2023 In Review – Nearly 16,000 Children A Day Plunged Into Hunger In Top 10 Worsening Food Crises
Sudan experienced the most significant deterioration, with two in every five children in the country not knowing where their next meal will come from
About six million children were pushed into hunger in the top 10 countries that faced worsening food crises this year, which was a 32% increase compared to 2022, according to a new analysis by Save the Children.
Since January, 5.8 million children – or about 16,000 children a day – have entered chronic levels of hunger in Sudan, Somalia, Burundi, Djibouti, Gambia, Haiti, Lebanon, Liberia, Senegal and Malawi this year, based on the Integrated Food Security Classification (IPC) data. This means a combined 24 million children are now going hungry in those countries.
Sudan experienced the most significant deterioration, with two in every five children in the country not knowing where their next meal will come from.
The situation in Sudan has spiralled out of control following the outbreak of violence in April, which pushed four million children into crisis levels of hunger or worse this year, marking a staggering 74% increase from 2022. The number of children teetering on the brink of starvation in Sudan has doubled to 2.9 million from 1.4 million in last year.
Somalia saw the second-worst deterioration of hunger in 2023, with an additional 500,000 children facing hunger this year compared to last, bringing the total number of children going hungry to 3.5 million.
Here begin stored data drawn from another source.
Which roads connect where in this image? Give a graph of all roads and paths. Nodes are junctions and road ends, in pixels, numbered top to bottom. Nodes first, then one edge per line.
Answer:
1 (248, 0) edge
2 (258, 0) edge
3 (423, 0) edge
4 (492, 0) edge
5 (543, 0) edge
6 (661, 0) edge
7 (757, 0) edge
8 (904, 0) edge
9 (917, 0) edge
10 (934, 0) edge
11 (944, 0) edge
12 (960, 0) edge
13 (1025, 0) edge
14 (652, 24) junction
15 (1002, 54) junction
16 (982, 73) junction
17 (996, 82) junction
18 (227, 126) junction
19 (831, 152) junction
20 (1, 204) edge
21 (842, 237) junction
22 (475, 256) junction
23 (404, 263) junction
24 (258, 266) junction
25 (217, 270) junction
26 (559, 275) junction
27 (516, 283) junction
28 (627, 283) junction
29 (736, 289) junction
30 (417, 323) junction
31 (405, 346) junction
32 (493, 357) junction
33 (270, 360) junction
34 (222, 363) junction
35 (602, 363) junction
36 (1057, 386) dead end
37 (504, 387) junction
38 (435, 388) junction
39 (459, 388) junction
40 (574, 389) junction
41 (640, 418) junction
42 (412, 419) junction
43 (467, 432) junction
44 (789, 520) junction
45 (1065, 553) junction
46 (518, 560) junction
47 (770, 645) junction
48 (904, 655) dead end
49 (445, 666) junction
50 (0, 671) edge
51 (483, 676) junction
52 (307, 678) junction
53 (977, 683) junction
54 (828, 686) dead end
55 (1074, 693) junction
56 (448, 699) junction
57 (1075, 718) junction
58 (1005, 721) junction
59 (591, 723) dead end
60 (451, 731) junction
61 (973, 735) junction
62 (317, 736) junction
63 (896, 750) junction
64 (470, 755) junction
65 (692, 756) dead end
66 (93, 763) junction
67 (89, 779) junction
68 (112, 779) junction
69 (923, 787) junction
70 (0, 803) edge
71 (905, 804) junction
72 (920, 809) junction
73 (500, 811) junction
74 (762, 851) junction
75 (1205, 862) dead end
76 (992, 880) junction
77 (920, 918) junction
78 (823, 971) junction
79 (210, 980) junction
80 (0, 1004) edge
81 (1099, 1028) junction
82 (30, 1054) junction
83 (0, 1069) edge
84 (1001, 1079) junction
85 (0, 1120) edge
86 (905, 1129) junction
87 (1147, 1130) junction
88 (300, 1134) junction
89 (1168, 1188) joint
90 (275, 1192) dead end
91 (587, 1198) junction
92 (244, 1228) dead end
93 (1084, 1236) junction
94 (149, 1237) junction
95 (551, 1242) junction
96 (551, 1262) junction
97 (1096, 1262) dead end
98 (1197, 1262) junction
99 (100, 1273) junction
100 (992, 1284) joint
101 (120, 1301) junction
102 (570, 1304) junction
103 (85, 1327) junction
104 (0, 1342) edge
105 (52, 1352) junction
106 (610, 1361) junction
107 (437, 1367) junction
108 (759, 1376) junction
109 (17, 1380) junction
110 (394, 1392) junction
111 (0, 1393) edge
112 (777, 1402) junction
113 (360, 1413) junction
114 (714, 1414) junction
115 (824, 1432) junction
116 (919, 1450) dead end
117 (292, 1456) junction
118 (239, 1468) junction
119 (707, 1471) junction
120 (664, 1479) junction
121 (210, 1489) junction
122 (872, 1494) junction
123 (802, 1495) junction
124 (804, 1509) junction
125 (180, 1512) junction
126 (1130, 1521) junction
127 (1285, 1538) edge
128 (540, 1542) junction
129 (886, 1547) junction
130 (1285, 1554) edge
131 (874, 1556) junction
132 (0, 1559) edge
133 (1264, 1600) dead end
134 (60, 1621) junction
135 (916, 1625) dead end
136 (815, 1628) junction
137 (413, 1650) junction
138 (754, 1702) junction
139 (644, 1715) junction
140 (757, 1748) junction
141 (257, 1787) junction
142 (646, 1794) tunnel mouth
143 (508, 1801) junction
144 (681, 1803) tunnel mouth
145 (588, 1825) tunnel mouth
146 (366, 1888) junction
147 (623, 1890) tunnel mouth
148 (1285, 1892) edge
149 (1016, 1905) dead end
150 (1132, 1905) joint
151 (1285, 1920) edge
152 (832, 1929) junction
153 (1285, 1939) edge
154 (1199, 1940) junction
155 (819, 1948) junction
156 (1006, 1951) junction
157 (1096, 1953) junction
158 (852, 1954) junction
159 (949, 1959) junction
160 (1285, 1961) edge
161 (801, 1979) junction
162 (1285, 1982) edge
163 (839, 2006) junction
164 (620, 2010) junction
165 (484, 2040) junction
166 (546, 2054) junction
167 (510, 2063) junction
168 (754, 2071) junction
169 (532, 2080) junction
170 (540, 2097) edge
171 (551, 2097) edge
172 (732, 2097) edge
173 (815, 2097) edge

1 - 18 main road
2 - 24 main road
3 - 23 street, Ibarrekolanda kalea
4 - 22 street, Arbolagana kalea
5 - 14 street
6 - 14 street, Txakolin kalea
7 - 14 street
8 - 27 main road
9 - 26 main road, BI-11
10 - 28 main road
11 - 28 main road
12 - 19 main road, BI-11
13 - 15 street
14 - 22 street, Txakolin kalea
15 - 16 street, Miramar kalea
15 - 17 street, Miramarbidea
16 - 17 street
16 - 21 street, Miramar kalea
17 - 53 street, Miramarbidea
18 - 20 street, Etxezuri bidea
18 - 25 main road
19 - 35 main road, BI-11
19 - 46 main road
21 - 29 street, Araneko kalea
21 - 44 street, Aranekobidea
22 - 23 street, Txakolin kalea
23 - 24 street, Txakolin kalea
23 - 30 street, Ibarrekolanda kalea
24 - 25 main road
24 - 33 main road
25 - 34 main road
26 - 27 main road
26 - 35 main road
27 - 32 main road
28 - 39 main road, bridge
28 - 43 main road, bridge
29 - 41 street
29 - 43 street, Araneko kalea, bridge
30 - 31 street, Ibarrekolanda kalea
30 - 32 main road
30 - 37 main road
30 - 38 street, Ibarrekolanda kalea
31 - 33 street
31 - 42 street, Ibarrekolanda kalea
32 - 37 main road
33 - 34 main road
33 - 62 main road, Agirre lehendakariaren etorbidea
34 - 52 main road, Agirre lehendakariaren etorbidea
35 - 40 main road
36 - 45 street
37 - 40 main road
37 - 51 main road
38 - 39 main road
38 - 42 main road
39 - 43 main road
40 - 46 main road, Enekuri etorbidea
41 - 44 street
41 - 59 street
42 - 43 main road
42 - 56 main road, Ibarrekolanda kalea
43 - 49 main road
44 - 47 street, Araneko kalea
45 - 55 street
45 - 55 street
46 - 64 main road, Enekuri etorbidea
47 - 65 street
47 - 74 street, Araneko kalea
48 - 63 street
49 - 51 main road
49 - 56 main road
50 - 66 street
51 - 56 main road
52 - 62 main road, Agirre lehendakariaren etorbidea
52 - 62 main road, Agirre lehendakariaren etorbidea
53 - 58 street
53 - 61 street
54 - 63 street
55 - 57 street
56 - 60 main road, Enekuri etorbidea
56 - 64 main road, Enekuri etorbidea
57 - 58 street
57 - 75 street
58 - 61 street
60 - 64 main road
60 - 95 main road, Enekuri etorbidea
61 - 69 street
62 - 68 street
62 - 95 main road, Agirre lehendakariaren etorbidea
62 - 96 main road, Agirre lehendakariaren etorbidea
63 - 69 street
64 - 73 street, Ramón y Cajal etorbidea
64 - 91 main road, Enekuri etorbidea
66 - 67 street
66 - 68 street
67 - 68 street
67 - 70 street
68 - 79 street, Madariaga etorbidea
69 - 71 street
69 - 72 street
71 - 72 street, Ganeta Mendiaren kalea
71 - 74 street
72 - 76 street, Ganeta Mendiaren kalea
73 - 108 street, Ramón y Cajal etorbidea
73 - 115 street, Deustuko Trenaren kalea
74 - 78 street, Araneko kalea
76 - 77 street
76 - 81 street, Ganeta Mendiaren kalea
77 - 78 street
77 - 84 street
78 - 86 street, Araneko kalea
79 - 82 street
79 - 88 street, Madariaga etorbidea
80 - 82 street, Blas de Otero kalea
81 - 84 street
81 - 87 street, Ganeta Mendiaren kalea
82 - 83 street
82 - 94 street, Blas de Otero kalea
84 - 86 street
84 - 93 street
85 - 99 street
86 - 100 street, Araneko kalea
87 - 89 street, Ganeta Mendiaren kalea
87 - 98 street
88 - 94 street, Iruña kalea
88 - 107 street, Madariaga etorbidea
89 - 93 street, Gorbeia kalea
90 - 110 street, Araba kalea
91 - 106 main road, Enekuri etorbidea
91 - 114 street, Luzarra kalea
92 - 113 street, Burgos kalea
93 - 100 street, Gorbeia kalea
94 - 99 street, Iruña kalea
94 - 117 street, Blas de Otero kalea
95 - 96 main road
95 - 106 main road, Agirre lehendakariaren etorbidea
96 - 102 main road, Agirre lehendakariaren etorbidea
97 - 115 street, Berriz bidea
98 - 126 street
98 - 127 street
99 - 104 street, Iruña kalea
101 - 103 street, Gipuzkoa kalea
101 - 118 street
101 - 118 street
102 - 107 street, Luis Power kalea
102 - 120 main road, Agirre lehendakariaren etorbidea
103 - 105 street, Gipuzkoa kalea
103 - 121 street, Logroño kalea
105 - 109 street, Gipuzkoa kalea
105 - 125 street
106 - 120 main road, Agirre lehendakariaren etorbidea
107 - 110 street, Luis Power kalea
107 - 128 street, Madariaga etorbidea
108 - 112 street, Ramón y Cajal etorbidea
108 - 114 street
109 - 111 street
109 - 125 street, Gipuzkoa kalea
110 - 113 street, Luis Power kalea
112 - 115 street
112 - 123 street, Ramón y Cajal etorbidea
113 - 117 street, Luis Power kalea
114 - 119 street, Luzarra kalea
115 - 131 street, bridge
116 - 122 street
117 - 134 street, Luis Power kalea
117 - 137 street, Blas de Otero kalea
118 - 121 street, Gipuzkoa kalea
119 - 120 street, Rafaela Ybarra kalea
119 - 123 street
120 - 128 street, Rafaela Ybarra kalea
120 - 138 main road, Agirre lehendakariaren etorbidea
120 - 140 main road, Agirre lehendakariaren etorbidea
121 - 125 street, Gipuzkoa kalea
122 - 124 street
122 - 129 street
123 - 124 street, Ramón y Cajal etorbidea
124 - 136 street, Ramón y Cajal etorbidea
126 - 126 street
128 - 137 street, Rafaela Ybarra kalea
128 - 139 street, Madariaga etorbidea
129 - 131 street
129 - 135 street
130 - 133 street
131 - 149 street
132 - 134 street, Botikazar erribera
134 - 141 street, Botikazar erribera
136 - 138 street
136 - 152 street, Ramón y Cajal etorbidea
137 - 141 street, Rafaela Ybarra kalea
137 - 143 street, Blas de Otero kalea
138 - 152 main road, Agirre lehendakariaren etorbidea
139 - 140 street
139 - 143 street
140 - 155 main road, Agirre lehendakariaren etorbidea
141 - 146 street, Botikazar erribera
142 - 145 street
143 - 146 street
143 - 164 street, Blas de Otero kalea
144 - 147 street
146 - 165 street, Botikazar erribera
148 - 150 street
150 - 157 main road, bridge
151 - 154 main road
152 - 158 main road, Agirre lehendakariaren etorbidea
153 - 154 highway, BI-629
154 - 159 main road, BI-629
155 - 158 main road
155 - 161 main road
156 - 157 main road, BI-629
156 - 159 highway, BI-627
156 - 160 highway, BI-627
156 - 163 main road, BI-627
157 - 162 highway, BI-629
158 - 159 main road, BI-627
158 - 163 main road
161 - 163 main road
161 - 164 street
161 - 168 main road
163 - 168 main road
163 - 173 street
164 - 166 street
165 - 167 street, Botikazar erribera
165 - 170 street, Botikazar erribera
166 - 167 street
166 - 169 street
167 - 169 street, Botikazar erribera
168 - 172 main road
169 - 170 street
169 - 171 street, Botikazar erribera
The IPC does not monitor the hunger emergency in the occupied Palestinian territory so it was not included in Save the Children’s analysis.
Under the IPC scale, Phase 3 is a crisis, Phase 4 is an emergency, and Phase 5 is used for when the situation is reaching famine-like conditions — the worst scenario categorised by starvation, death, and extremely critical acute malnutrition levels.
Nana Ndeda, Head of Advocacy and Policy for Hunger at Save the Children, said:
“This year, we saw global hunger skyrocket in multiple countries around the world, including Sudan which faced a shocking four million more children going hungry. Hunger is not a lost cause. Huge progress has been made in recent decades, but if conflicts, economic instability and the climate crisis worsen, so will hunger. If we want to put an end to global hunger, we need to address all the root causes. We can’t keep sweeping it under the rug.”
The Democratic Republic of the Congo (DRC) remained the world’s biggest child hunger crisis in 2023 despite a slight reduction in the number of children facing crisis levels of hunger in the country. This year, about 13.5 million children were acutely food insecure.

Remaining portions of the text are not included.